Exercise description
How many lines in the records below contain "down"? Reply with the number alone.

[Records contained in a dataset]
○ ○ ○

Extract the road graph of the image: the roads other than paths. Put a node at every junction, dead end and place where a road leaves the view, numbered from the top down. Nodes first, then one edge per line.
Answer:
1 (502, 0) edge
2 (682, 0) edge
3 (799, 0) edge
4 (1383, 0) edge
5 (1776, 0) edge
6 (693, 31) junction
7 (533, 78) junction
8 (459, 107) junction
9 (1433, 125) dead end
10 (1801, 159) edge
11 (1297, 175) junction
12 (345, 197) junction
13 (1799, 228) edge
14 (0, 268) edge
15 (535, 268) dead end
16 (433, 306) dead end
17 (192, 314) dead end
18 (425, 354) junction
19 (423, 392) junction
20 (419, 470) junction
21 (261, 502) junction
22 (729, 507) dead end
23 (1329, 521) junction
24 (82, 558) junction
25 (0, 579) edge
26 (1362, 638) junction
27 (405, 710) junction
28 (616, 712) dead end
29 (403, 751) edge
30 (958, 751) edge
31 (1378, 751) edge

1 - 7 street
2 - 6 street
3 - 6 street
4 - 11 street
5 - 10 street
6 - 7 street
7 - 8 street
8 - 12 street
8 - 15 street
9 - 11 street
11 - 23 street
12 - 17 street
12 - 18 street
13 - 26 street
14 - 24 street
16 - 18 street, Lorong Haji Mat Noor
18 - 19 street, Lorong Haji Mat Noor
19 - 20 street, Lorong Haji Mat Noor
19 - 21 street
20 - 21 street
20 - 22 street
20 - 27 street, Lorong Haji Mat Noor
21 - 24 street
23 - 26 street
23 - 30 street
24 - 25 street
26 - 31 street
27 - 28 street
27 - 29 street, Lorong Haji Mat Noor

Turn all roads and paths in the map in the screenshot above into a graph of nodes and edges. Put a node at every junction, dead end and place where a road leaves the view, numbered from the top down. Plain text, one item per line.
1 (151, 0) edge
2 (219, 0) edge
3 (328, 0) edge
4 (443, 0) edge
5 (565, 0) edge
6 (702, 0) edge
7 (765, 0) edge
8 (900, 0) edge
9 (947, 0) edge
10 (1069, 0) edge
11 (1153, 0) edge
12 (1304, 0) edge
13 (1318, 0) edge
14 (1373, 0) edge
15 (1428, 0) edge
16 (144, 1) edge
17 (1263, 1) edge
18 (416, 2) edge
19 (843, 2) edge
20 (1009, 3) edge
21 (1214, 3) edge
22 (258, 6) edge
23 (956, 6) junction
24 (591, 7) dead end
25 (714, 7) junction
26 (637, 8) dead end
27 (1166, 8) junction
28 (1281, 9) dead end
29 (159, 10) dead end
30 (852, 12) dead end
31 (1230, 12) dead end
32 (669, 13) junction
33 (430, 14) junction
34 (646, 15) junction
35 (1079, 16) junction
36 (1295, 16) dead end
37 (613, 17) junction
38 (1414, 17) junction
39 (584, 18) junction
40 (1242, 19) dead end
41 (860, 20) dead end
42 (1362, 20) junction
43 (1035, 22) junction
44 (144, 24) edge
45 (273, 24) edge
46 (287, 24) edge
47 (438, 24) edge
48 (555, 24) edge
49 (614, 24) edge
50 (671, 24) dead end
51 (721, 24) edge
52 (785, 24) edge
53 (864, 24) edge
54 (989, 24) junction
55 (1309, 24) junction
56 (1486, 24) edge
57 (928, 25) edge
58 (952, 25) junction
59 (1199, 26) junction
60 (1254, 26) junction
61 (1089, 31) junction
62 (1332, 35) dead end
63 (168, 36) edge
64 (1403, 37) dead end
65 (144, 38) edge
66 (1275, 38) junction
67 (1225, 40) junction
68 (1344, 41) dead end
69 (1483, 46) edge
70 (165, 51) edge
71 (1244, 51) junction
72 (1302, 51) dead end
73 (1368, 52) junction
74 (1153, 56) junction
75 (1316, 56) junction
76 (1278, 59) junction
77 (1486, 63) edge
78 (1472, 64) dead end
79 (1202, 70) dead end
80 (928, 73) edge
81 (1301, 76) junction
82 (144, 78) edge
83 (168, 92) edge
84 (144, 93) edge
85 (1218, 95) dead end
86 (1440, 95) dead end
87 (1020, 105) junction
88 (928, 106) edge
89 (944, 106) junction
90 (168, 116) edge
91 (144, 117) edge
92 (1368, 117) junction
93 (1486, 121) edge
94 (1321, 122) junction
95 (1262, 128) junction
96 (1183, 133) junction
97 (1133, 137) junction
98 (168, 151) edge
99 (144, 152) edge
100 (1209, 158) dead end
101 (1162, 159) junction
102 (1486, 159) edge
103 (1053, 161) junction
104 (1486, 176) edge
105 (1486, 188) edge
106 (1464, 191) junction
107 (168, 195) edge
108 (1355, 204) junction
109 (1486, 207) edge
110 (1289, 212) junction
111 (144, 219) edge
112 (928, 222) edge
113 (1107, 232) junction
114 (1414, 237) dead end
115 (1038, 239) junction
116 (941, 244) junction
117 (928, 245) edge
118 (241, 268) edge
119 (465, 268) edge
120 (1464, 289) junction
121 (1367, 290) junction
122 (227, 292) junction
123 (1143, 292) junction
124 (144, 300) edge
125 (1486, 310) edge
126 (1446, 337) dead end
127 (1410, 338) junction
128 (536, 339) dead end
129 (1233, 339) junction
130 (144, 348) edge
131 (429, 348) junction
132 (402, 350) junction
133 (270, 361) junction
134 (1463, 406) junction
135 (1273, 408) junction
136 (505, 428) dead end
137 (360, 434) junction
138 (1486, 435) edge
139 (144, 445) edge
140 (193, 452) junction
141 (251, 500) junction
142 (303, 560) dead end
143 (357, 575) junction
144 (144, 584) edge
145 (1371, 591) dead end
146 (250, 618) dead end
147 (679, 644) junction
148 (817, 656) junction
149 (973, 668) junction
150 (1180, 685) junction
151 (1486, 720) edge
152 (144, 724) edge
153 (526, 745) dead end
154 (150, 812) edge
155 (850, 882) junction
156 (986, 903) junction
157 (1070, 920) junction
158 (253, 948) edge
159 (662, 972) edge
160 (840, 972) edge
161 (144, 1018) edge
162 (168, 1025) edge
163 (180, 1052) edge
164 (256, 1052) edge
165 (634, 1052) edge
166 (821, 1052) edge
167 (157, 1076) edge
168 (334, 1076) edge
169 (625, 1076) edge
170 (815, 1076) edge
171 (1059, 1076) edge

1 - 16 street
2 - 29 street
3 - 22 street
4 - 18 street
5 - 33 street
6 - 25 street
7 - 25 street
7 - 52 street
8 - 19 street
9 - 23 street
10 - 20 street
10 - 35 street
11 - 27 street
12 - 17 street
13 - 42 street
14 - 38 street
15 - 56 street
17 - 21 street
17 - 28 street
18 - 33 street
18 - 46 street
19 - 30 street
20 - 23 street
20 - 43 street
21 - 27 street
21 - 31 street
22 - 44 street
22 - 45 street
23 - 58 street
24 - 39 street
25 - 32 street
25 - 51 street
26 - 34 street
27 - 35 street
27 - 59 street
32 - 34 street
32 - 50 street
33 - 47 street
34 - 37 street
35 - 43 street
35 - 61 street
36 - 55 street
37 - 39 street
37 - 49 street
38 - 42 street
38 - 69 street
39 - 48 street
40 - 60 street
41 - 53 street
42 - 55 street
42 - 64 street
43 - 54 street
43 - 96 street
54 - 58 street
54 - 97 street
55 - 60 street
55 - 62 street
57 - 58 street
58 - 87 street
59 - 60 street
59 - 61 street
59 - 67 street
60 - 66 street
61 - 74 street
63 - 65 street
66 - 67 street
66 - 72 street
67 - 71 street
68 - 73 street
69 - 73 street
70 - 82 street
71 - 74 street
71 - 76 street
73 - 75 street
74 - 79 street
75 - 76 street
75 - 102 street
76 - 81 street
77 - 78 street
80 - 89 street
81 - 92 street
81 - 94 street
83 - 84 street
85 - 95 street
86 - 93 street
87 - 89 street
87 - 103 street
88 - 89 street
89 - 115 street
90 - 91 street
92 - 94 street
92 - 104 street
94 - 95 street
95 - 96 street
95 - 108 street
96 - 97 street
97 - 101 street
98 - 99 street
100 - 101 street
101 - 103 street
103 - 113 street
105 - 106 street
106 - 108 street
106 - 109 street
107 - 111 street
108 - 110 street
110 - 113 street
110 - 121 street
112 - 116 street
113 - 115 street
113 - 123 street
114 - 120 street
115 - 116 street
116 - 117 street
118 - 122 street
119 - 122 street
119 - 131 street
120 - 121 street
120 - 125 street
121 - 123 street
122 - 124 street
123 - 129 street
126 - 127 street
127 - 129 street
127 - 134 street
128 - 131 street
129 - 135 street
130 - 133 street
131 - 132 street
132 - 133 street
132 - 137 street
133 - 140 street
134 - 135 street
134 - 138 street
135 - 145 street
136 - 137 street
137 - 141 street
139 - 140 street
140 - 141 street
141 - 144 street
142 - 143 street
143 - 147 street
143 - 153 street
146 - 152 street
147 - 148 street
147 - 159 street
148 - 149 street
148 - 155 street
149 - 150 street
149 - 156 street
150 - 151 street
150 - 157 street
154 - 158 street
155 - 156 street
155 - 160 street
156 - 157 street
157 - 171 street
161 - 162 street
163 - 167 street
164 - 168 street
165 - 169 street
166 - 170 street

○ ○ ○

Answer to this problem
2